This exercise is really simple. Individual player PDO is pointless because it combines two numbers that are in no way related and combining them tells you nothing of value. PDO is the combination of two numbers, in this thought example we're going to hold one of those numbers constant and see what happens. If individual PDO tells you anything of value you should be able to draw some sort of useful conclusion about Player A and Player B if I told you Player A had a PDO of 102 and Player B had a PDO of 98. But as you'll see individual player PDO doesn't tell you anything of value because the numbers are essentially arbitrary.
Here's a really simple thought exercise to demonstrate how worthless individual player PDO is. Let's say over the course of a season a player has a shooting percentage of 8% (about league average) and his linemates throughout the year have common average shooting percentages and the player has essentially the same output that he's had for each of the last few seasons. The shooting percent part of PDO in this example is average and consistent with his career numbers so there's nothing special here, just an average number based on average output matching the expected value of an average player. Now let's say he's on a team with terrible goaltending that has a .900 SV% and after all the calculations his individual PDO is about 98. Now imagine the exact same player with the same shooting percentages, output and teammate ability who's on a team with great goaltending and his individual PDO is about 102. What did you learn by comparing a player with a PDO of 98 to a player with a PDO of 102? You've learned nothing. We've taken two identical players and shown that they can have a very high individual player PDO or a very low individual player PDO despite having the exact same completely average play. You've taken a number the player has some ability to influence (shooting percentage) and combined it with a number that the player has virtually no ability to influence (his goalie's save percentage) and tried to glean some sort of knowledge but by design (the design of PDO is to combine these two numbers) you aren't separating the influence on the metric that the player can control (shooting %) and the part that he can't (save %) so you have no idea simply by looking at the number if it's telling you anything about the player at all.
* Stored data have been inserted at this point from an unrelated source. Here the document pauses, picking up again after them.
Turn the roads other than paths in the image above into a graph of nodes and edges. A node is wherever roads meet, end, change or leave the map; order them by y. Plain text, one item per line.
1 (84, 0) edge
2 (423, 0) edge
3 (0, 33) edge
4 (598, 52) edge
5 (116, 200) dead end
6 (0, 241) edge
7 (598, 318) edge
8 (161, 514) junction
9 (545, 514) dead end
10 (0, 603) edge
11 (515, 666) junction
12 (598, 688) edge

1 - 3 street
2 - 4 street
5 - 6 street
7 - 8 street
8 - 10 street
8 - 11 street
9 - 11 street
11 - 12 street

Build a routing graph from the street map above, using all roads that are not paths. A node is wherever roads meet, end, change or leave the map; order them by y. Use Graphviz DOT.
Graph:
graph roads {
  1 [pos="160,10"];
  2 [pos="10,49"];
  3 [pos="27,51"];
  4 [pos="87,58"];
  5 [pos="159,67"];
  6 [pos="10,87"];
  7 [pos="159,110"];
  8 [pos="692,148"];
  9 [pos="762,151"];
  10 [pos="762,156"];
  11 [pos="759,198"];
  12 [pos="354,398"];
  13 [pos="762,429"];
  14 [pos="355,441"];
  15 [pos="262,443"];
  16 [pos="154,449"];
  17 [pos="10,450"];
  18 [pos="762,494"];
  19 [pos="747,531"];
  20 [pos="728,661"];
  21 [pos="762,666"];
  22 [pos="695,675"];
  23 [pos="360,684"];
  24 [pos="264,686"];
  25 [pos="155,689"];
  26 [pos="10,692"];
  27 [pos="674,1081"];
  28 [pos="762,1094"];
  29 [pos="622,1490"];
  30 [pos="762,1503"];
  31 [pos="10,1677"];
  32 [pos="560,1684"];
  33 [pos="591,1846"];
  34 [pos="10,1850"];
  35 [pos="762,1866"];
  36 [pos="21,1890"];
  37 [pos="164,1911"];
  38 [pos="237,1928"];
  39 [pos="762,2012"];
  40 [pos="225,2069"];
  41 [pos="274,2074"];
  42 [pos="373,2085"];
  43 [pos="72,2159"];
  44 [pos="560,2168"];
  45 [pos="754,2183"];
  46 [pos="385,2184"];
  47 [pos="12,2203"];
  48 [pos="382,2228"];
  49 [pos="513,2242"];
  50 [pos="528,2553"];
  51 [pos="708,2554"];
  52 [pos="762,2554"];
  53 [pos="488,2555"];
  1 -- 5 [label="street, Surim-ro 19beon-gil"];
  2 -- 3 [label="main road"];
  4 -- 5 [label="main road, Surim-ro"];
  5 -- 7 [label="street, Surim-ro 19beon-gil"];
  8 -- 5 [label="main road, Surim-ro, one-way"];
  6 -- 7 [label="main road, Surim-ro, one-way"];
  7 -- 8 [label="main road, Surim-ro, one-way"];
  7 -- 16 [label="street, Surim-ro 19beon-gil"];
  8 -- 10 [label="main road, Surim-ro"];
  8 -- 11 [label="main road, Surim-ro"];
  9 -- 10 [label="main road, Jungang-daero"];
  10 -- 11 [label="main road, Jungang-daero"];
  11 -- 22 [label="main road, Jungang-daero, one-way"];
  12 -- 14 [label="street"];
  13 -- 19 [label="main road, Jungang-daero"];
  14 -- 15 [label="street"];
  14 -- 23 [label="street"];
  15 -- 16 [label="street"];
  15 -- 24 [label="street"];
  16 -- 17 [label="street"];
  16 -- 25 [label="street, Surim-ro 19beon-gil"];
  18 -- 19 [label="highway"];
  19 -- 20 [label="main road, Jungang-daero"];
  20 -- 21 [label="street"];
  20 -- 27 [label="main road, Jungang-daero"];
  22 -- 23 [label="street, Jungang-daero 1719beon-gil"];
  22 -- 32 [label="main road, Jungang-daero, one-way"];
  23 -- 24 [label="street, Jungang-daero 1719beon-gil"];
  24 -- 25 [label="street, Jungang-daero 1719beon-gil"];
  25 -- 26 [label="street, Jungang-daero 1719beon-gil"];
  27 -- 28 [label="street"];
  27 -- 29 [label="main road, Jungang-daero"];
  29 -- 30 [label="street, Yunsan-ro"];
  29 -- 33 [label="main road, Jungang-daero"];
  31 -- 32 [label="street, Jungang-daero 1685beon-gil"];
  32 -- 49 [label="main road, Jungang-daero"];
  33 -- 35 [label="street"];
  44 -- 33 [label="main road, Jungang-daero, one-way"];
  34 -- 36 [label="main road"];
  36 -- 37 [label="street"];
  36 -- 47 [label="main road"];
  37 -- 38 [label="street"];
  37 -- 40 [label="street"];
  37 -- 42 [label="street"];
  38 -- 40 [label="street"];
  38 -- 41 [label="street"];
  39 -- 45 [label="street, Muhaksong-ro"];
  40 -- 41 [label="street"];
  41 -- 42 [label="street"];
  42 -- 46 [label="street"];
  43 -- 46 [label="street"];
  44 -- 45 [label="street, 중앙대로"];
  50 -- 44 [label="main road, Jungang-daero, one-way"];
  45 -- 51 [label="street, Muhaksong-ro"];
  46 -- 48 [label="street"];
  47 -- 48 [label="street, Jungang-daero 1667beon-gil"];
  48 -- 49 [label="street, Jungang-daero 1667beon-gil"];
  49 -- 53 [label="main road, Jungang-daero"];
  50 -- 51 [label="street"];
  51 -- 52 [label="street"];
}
Not only does it not measure luck it doesn't really measure anything.
|Player A||Player B|
|Current shooting %||8%||8%|
|Current teammates shooting %||8%||8%|
|Career shooting %||8%||8%|
|Last season's shooting %||8%||8%|
|Goalie's save %||0.900||0.940|
If individual player PDO measured anything worth knowing in any way you should be able to look at the numbers of two players and draw some sort of conclusion based on the difference in those numbers. But you can't, it measures nothing.
Now you might be tempted to say that the reason a player could have a PDO of 98 or 102 despite playing at the exact same level is somehow proof that it measures luck, but it's not. The only difference between Player A with a good goalie and the exact same player with a bad goalie is the ability of the goalie. The difference between a good goalie and a bad goalie isn't luck, it's ability. Sure if you were a hockey player you might feel pretty fortunate to play on a team where the goalie is Tuukka Rask and not your grandfather but the reason that Tuukka Rask can stop more pucks than your grandfather is not because Tuukka's luckier than him, it's because he's a talented goaltender in the prime of his career and your grandfather isn't. (I have no doubt that your grandfather is terrific and wonderful though, unlike this)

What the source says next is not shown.